_Records supplied:_
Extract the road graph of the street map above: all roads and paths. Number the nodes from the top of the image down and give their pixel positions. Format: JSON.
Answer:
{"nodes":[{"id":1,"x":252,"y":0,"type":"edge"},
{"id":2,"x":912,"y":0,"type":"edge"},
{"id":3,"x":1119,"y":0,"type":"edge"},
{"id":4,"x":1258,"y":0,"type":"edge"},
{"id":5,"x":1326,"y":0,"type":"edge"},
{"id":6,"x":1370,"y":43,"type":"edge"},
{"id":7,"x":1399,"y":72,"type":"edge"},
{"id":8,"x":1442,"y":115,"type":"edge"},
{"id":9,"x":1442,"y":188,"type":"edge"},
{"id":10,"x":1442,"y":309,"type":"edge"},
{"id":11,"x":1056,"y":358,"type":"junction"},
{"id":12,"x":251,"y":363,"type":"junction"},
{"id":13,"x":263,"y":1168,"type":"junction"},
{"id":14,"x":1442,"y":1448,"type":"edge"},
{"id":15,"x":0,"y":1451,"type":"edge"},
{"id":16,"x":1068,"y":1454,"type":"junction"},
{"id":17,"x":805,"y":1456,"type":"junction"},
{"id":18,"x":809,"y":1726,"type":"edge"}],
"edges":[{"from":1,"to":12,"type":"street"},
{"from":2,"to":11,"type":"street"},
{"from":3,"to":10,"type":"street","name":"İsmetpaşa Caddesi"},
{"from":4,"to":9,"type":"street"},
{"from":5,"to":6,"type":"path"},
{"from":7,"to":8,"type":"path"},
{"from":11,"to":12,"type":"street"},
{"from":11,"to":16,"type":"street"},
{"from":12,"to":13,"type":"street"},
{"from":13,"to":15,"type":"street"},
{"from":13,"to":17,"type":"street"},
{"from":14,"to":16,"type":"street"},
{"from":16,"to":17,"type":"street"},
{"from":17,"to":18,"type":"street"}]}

_Problem description:_
Across the listing above, how many lines include the string "nodes"? Answer with a single number.

_Output of the task:_
2